Tips for Tackling the Labor Shortage

By John Lack, Acuity Insurance

The labor shortage is one of the biggest challenges that contractors are facing today—and it is not just a labor shortage, but a shortage of skilled labor.

In fact, according to the Associated Builders and Contractors (ABC), the construction industry will need to attract nearly 650,000 additional workers in 2022 to meet the demand for labor—above and beyond their normal hiring. In 2023, that number declines with a presumed growth in construction spending, but not by much—to 590,000 new workers needed.

The increased demand for labor is being driven not just by growth in construction, but by other changes as well. The first change is the high rate of churn. ABC crunched the numbers and estimated that 1.2 million construction workers will leave their jobs to work in other industries in 2022. Additionally, an aging workforce is likely to lead to an even higher rate of departure. The number of construction workers aged 25-54 fell by 8% over the past 10 years, bringing the average age of retirement in the industry to 61.

For contractors, the labor shortage poses many problems, including having to turn down work, postponing projects, or experiencing delays in completing projects. Additionally, a short-handed work environment can lead to overworked employees, quality control issues, and increased costs for the company. Contractors need to be proactive and think creatively to address this shortage.

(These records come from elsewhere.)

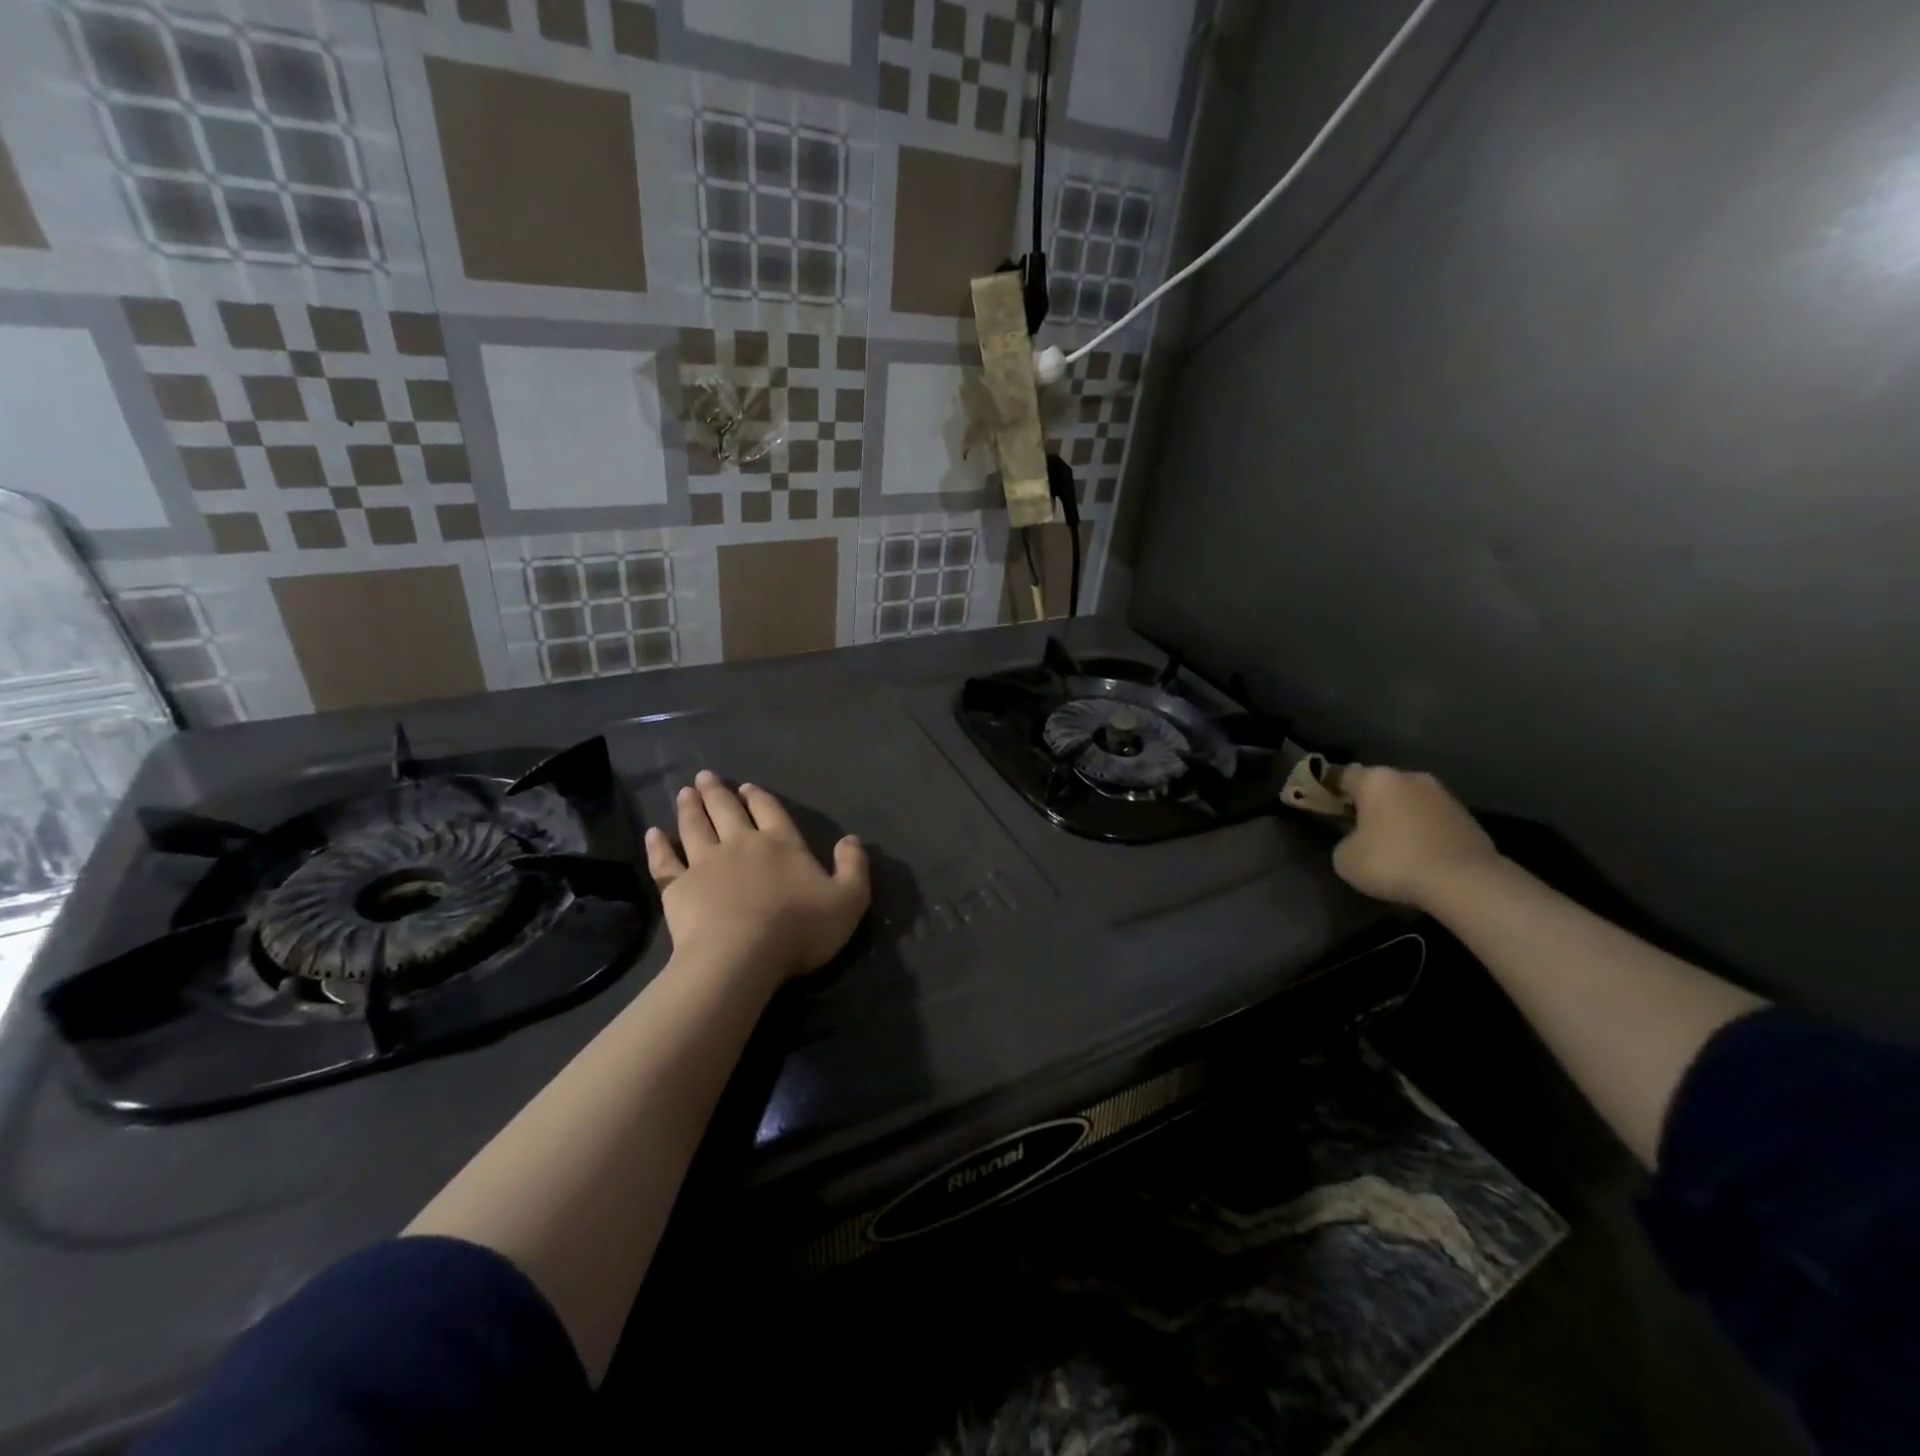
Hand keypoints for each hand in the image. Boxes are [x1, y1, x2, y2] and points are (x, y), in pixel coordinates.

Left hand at [644, 771, 869, 984]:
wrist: (740, 955)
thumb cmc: (799, 928)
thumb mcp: (848, 900)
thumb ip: (853, 867)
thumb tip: (852, 840)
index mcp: (782, 843)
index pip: (770, 811)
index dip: (759, 798)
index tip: (747, 787)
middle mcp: (742, 844)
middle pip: (727, 810)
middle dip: (718, 792)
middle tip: (706, 777)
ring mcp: (705, 863)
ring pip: (695, 827)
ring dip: (690, 808)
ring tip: (685, 792)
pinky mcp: (678, 887)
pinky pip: (665, 861)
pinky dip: (658, 846)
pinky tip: (653, 834)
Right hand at [1332, 766, 1500, 909]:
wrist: (1465, 882)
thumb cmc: (1393, 862)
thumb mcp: (1346, 858)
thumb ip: (1344, 841)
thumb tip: (1358, 841)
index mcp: (1376, 780)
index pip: (1342, 775)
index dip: (1330, 790)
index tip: (1325, 807)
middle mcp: (1411, 778)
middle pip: (1381, 787)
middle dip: (1369, 804)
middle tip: (1358, 829)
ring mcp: (1444, 796)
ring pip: (1410, 803)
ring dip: (1399, 818)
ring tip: (1392, 847)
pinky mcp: (1468, 818)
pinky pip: (1433, 821)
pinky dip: (1423, 833)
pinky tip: (1419, 857)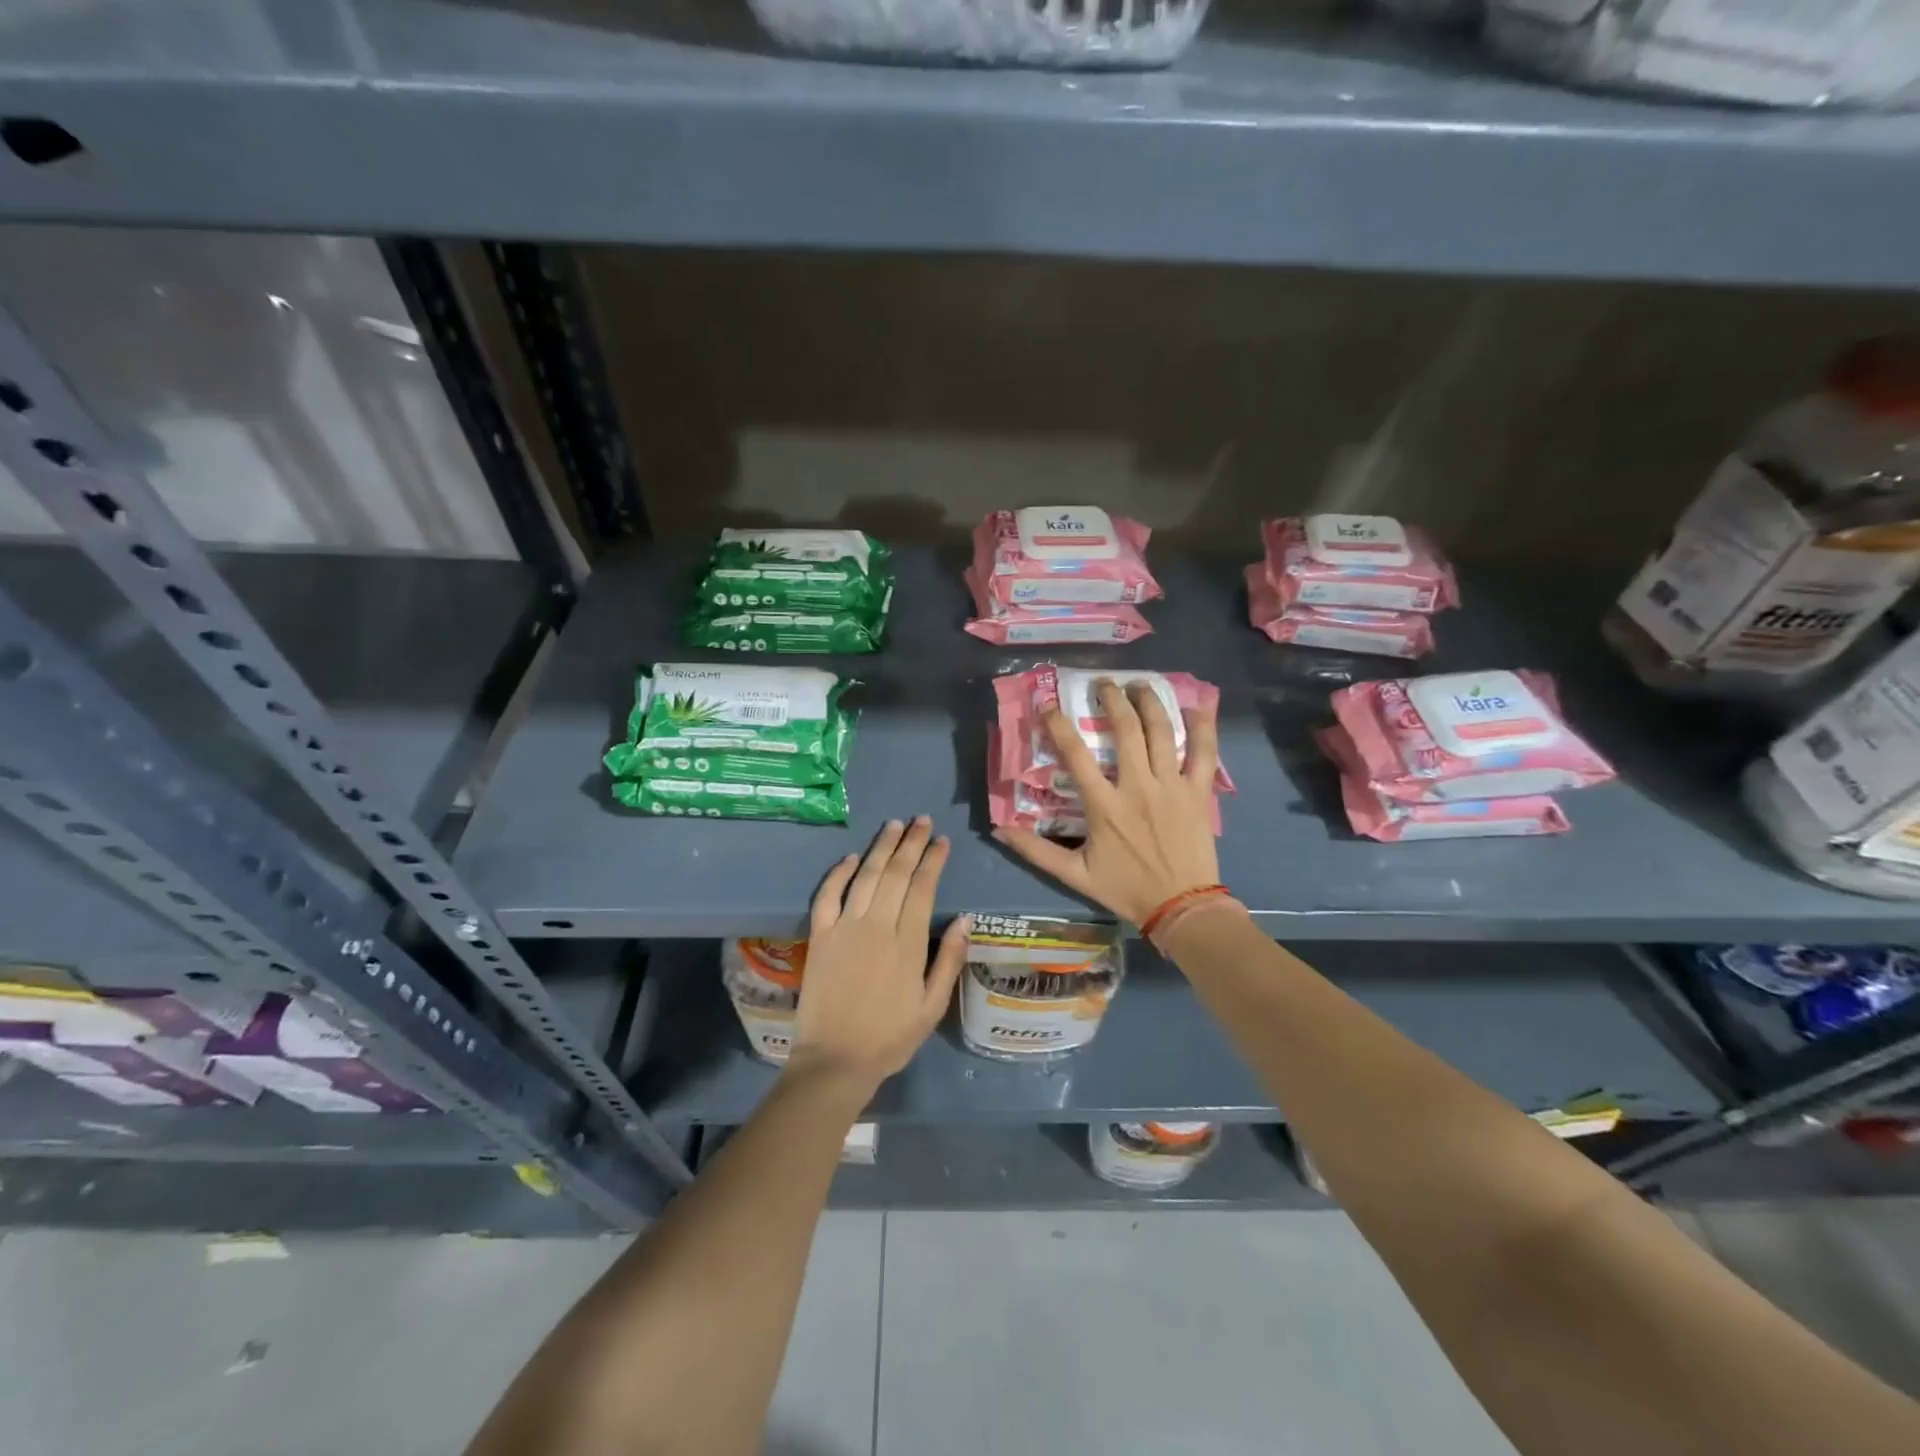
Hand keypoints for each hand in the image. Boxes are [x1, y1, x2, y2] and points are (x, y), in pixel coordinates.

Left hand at [787, 816, 969, 1093]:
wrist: (834, 1060)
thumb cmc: (890, 1037)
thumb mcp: (932, 1006)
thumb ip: (948, 959)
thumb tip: (965, 918)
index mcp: (907, 942)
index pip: (923, 887)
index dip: (933, 860)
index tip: (942, 841)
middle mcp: (876, 925)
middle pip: (896, 873)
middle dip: (911, 843)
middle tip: (921, 821)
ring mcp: (844, 928)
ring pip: (865, 875)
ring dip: (881, 847)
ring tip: (894, 825)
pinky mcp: (819, 936)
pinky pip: (827, 895)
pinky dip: (838, 873)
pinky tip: (850, 857)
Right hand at [995, 680, 1220, 924]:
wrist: (1182, 907)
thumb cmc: (1127, 889)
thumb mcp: (1075, 874)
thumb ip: (1036, 851)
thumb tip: (999, 829)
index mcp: (1104, 806)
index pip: (1076, 755)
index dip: (1059, 725)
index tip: (1048, 705)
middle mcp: (1138, 787)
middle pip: (1126, 730)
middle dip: (1113, 699)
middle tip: (1105, 684)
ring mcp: (1172, 786)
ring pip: (1162, 732)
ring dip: (1150, 702)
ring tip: (1140, 685)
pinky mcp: (1199, 792)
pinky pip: (1204, 752)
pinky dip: (1203, 726)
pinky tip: (1196, 706)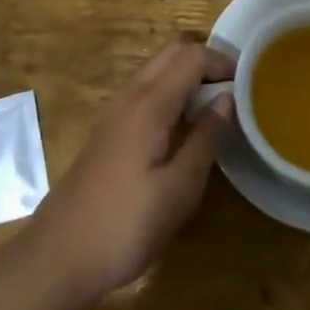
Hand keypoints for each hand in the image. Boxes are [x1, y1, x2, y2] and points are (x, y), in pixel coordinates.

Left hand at [24, 40, 235, 309]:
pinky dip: (171, 93)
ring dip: (187, 75)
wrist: (59, 255)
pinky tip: (184, 128)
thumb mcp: (179, 189)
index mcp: (150, 103)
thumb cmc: (125, 224)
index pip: (191, 56)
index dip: (222, 60)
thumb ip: (206, 138)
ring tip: (216, 107)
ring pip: (156, 71)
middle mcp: (131, 96)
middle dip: (206, 61)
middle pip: (171, 53)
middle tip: (235, 88)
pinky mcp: (108, 131)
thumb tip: (229, 98)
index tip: (250, 80)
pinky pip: (145, 92)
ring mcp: (115, 112)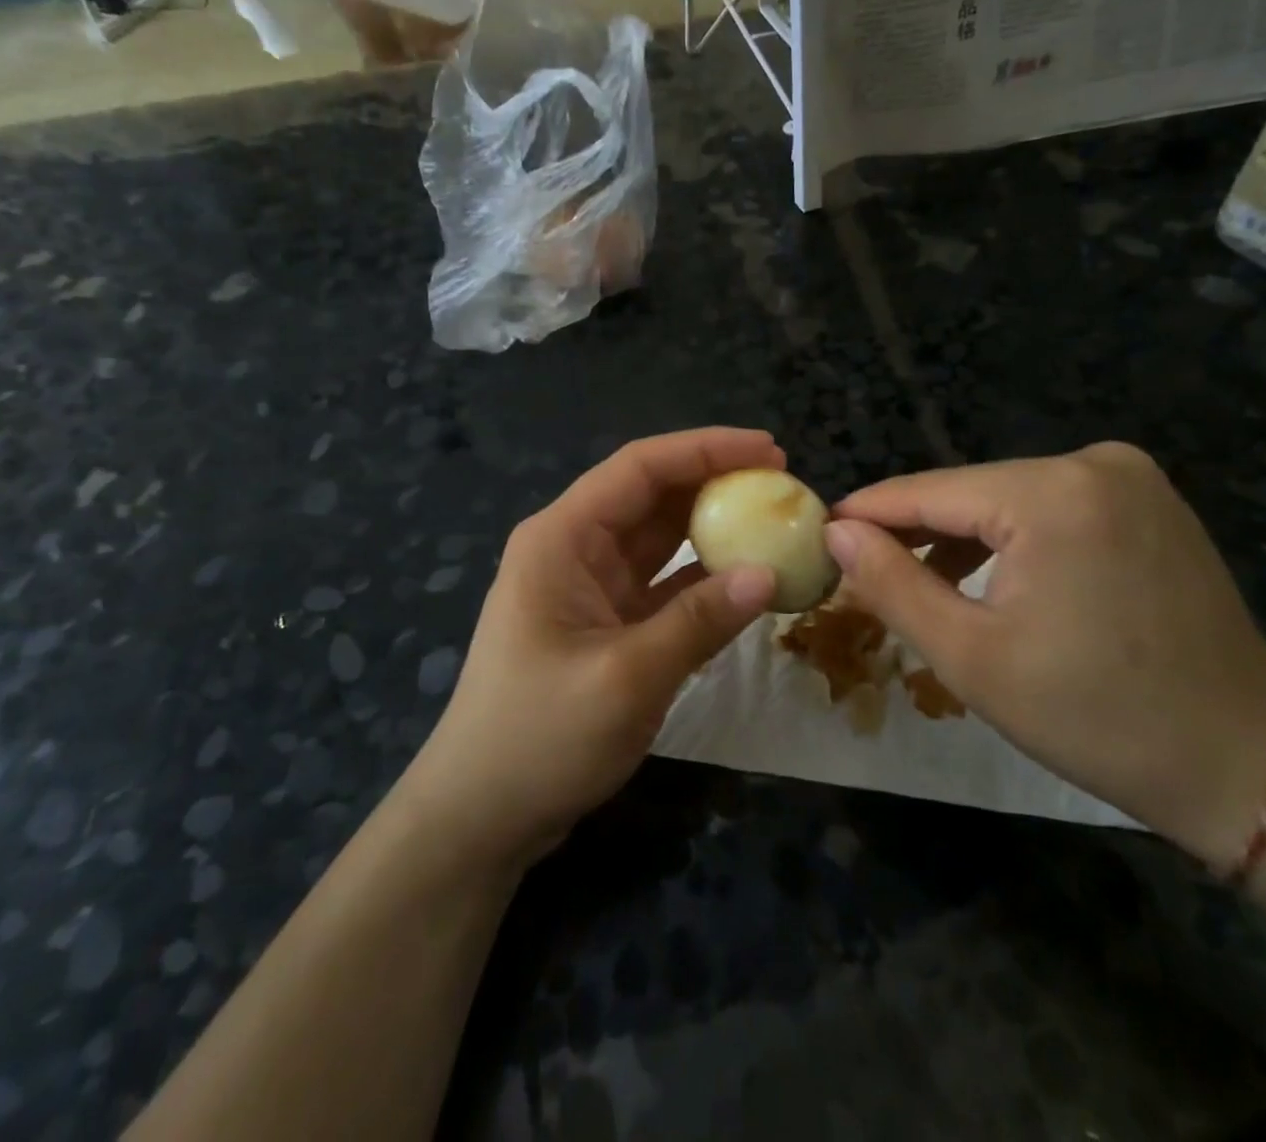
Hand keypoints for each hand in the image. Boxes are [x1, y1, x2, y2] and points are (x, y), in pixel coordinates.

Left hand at [400, 429, 779, 869]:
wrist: (481, 816)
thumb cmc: (538, 738)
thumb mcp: (626, 678)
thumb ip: (699, 622)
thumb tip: (768, 575)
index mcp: (562, 538)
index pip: (639, 468)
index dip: (705, 449)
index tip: (770, 450)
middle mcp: (575, 548)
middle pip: (652, 495)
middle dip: (715, 482)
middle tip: (784, 484)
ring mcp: (591, 587)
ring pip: (661, 539)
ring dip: (714, 529)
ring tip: (775, 521)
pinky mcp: (607, 624)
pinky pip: (664, 585)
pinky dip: (704, 580)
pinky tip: (748, 579)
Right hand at [827, 443, 1265, 869]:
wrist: (1245, 762)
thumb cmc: (1095, 716)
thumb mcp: (970, 657)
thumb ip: (892, 583)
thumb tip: (837, 531)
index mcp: (1052, 493)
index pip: (929, 490)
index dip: (868, 513)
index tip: (820, 533)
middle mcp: (1094, 463)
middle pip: (969, 492)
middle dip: (915, 531)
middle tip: (863, 572)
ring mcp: (1129, 477)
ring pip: (1007, 499)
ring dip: (960, 537)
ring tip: (917, 582)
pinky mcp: (1147, 500)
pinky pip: (1050, 507)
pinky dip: (1010, 539)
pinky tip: (986, 578)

Photo of John Lack, Acuity Insurance

John Lack

Here are 10 tips to consider:

  1. Invest in technology. Adopting or increasing your investment in technology, tools, and equipment to save labor hours is always worth considering. Depending on one’s scope, this could include battery-operated tools, power screeds for concrete, lifts for overhead work, GPS or laser-guided equipment, drones, and robots.
  2. Review methods. Using the principles of lean construction can help maximize efficiency and minimize waste and time delays. More developers and builders are turning to off-site fabrication. Virtual construction, such as BIM (building information modeling), is saving time for everyone involved in the process.
  3. Improve company culture. Competitive pay is not the only reason people want to work for a company. Highlighting a work-life balance, benefits, and other opportunities will bring added value to the company-employee relationship. Consider using social media to showcase why tradespeople should want to work for your company.
  4. Communicate effectively. Overcoming any language barriers and communicating effectively with all employees can help open up opportunities. Some of my greatest employees were Hispanic and having management that could communicate well with them was very effective for enhancing the working relationship.
  5. Overcome stereotypes. More women are strapping on tool belts, operating equipment, managing job sites, and owning construction businesses than ever before. The industry has made strides in expanding employment for women, with associations such as Women in Construction helping to drive the change.
  6. Consider apprenticeships. Presenting apprenticeship opportunities to high school graduates and local trade schools can work well, providing temporary help and sometimes leading to full-time employment if the person’s character traits and skills work well with the crew. This also gives you the opportunity to develop the employee around your company’s values. Reaching out to schools and presenting opportunities about what your company has to offer may be time well spent.
  7. Offer referral bonuses. Compensating employees for referrals can be a great way to find applicants. Employees may know other tradespeople from past jobs or someone with good work ethics who wants to start a career in construction. Offering creative incentives to employees may result in qualified candidates.
  8. Advertise clearly. How you post a job position is very important. The more accurate you describe the position, the more likely you are to get the right candidate. Clearly describe the job, what it is like to work at your company, your preferences, and minimum requirements for the position.
  9. Invest in your employees. In these times, it is more important than ever to invest in your current employees. Many construction companies are working diligently to recruit skilled talent, but they sometimes overlook working to keep their current employees. Make sure your employees feel appreciated, know they are an important part of the company, and receive competitive benefits and salary.
  10. Network. Networking with industry associations and others in construction can help get the word out that you are hiring. Some of my best employees were those who had been in business for themselves at one time or another. They know what it takes to run an operation and are familiar with the behind-the-scenes work that no one sees. When an employee has walked in the owner’s shoes, there can be a connection. Temp agencies are also an option, but I would use them in construction only when necessary.

John Lack is Acuity’s Construction Consultant. Acuity insurance provides a wide array of insurance products to contractors and other businesses across 30 states.